I got it about a week later. If I can use the speed with which a book reaches my branch through the TPL system to judge its popularity, I would have to say this book is not popular. But it's a spurious statistic, I know. The introduction by Gore Vidal discusses how popular Dawn Powell should have been, but I can sort of see why she's not. Her characters are middle class, and they are mocked mercilessly. People might see themselves a little too much in these characters -- their hopes and dreams and why they fail. It's like nagging, maybe, to read about why we fail.
I had a hard time remembering which of the two main male characters, Lou and Jay, was which. I didn't have a similar problem with the female characters. The two men seemed to be pretty much the same, whereas the women that were around them were much more distinct. I read about 35 pages, and then put the book down for maybe 10 days before going back to it, because it was making me uncomfortable.
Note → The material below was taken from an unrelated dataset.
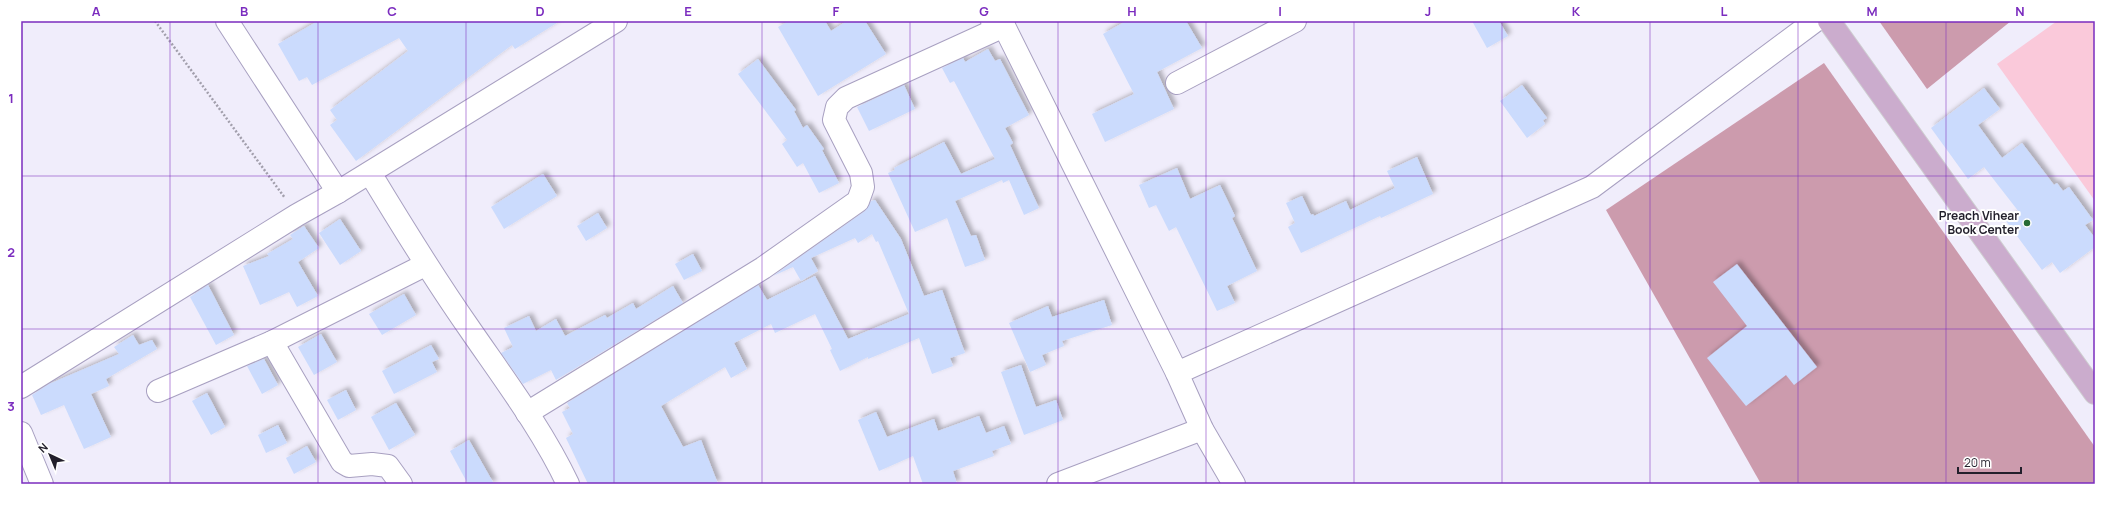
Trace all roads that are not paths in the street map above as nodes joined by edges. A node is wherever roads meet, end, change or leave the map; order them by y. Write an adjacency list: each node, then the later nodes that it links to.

I don't like books that make me uncomfortable, especially when I know I can't flip to the back and read the ending and make sure it's all going to come out okay, so I can return to my place and enjoy the ride.
The book was published in 1940, and there are lots of allusions to the troubles in Europe at the time. One of the characters is a woman who claims to be from Russia and can't go back because she's a jew or something, and yet can't stay in America unless someone marries her. Also, I gather people drank rather a lot back then.
I quite liked the ending because it was a surprise. I liked the use of time. I never really got what the title meant, even though I googled it. That annoyed me.